Do you have a story you would like to share about your loved one? Something funny? Something sweet? Is there a poem you would like to share or a story you need to tell someone? This is the page to do it! We love to talk about Drake, and Drake’s siblings love to write stories and poems that talk about how they’re feeling or what they remember about Drake. You can do the same…right here. All you have to do is write. We’re here to read and enjoy whatever you decide to share, we’re hear to read.
In order to submit a blog post, click here. We’ll review and post accordingly! Sign your name at the end of the blog post if you would like your name published with the blog. (If not, it will be posted anonymously.)
I Saw Your Van in a Mess of Traffic, February 2022
I was exploring the town Winter Haven located here in central Florida. Grabbed myself a iced coffee from a nearby cafe. Nothing like a cup of coffee to get your mornings going. I drove by lake Howard and admired the beauty. A feeling started to dawn on me. My father loved lakes and he religiously would go for walks by them. He always said hello to passer’s-by. He loved conversation and learning about another persons history. His openness and inviting presence is truly missed and this morning it hit me a little extra. I started to drive out of Winter Haven and back home. A little teary eyed, I was honest with myself and said “damn I miss him”. What about another phone call? What about another hug? What about another I love you? A missing piece I could never puzzle back. I’m on the good old i4 headed to Orlando and I saw what looked like a nice camper van. It was olive green, one of my favorite colors. This van also had a cool star logo on it and a colorful sock monkey on the back. Nearby the sock monkey it read “DREAMS from DRAKE”. I’m observant and curious. Not supposed to do this in traffic but I’ll tattletale on myself. I googled them and my tears started to come back. I’m truly delighted to have found out about you guys. That hope I needed was right there in the mess of traffic. I needed that reminder that I wasn’t alone. A lot of the times it feels that way losing my father when I was only 22. I know there are many very similar to me. We are not alone. And I too, hope you find this camper van in traffic someday when you’re feeling down about the loss of a loved one and you find a community that shares a similar heartache, full of support.
Signed, Ameera Nabut
My Son’s Experience With Camp Dreams, July 2014
My son had the opportunity to join a bereavement camp for children. My son’s situation is somewhat unique in experiencing this loss, and peers unfortunately may not be able to empathize, or even understand his grief and situation. Every person grieves differently, including children. When Dadda was in the ICU and then after he passed away, my son would have dreams that I left him or forgot him somewhere. His memories of Dadda pop up in daily activities. He cries more easily, can be whiny, and clings to my side.

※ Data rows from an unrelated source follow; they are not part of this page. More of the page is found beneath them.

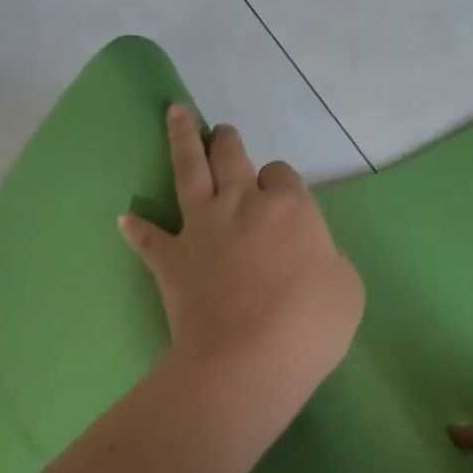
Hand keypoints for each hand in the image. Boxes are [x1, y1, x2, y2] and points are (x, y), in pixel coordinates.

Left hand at [120, 106, 364, 422]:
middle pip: (232, 157)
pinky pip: (150, 238)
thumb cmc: (310, 324)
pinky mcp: (171, 258)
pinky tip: (125, 218)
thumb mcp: (346, 287)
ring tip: (176, 113)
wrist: (248, 360)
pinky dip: (138, 227)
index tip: (281, 195)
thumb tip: (311, 256)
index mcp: (289, 207)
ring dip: (182, 139)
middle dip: (228, 141)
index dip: (281, 182)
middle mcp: (243, 204)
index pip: (283, 175)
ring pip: (189, 171)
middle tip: (222, 131)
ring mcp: (202, 228)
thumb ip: (328, 258)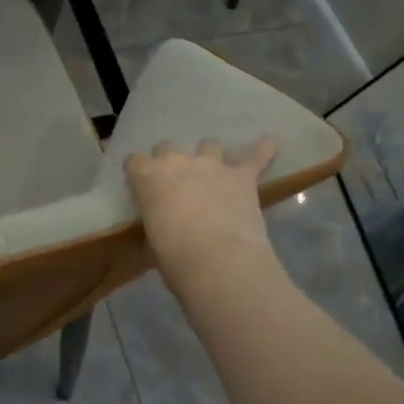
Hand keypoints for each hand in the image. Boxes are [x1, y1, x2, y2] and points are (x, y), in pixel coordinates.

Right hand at [124, 138, 278, 291]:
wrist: (218, 261)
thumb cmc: (175, 259)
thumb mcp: (153, 243)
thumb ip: (157, 225)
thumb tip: (163, 230)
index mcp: (148, 178)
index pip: (134, 161)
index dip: (139, 172)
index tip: (143, 186)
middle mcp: (177, 162)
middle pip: (168, 147)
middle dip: (171, 161)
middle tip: (177, 183)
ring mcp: (211, 165)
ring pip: (208, 144)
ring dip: (209, 156)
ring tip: (214, 171)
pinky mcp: (242, 177)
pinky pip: (255, 157)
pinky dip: (262, 150)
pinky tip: (269, 142)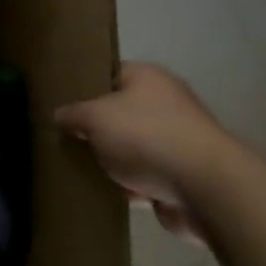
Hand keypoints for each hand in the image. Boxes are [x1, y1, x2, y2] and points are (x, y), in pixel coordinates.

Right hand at [55, 64, 235, 242]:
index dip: (85, 86)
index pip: (109, 73)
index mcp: (147, 78)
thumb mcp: (94, 117)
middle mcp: (165, 103)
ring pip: (130, 147)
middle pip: (118, 112)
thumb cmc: (146, 137)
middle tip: (65, 139)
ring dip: (110, 161)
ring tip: (78, 169)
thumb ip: (72, 114)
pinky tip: (104, 193)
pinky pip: (143, 176)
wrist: (204, 187)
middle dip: (94, 129)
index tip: (61, 102)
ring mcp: (176, 140)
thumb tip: (60, 116)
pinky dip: (128, 186)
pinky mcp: (181, 175)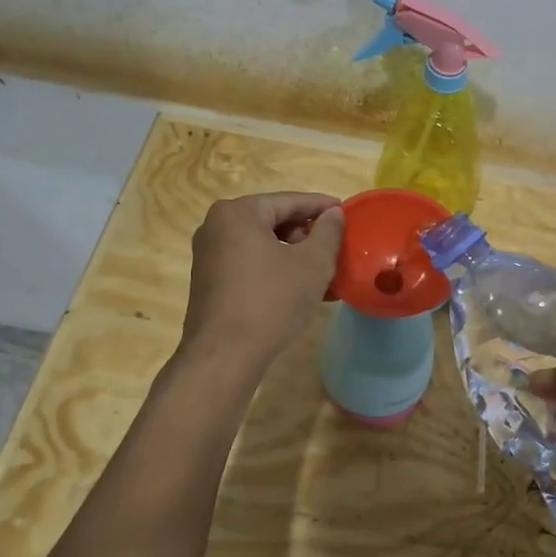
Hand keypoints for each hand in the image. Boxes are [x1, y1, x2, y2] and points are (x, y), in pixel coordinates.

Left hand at [180, 192, 343, 369]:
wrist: (224, 355)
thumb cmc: (271, 301)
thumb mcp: (312, 264)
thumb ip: (328, 232)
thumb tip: (333, 214)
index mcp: (238, 213)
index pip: (289, 200)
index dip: (321, 206)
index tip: (346, 213)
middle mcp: (217, 227)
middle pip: (273, 220)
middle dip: (307, 233)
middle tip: (336, 246)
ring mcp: (209, 255)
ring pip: (263, 245)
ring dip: (295, 255)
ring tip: (326, 271)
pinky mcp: (210, 282)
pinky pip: (251, 264)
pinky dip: (277, 270)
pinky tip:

Children are not necessarily resilient and I do not think we should expect them to be. Children may act differently and live more in the moment than adults, causing others to think they are “okay”. Children have experienced losses that sometimes they cannot verbally express. While I lost a spouse, my son lost a Father, a hero. This camp gave children the opportunity to express themselves through art therapy, music therapy, healing circles, and yoga. My son loved the music therapy the best, banging out emotion on drums, remembering his musical Dadda. I am thankful that this camp showed these children that they are not forgotten, allowing them to grieve and talk about their emotions and loved ones. No one has to be strong or resilient. No one has to hide away emotions.
Thank You – From Another Grieving Parent, January 2014
You and your family have taken a tragedy, and changed it to a wonderful gift for others! God has truly blessed you and your family, in the ability to do so, I only wish I could have donated some of my son’s organs, but it wasn’t God’s plan. Till we meet our son’s again, may God hold and love you and give you strength also, and your husband and children, there will be good days and bad, but the memories will carry us on till then! Love from my family to yours, Evelyn Church.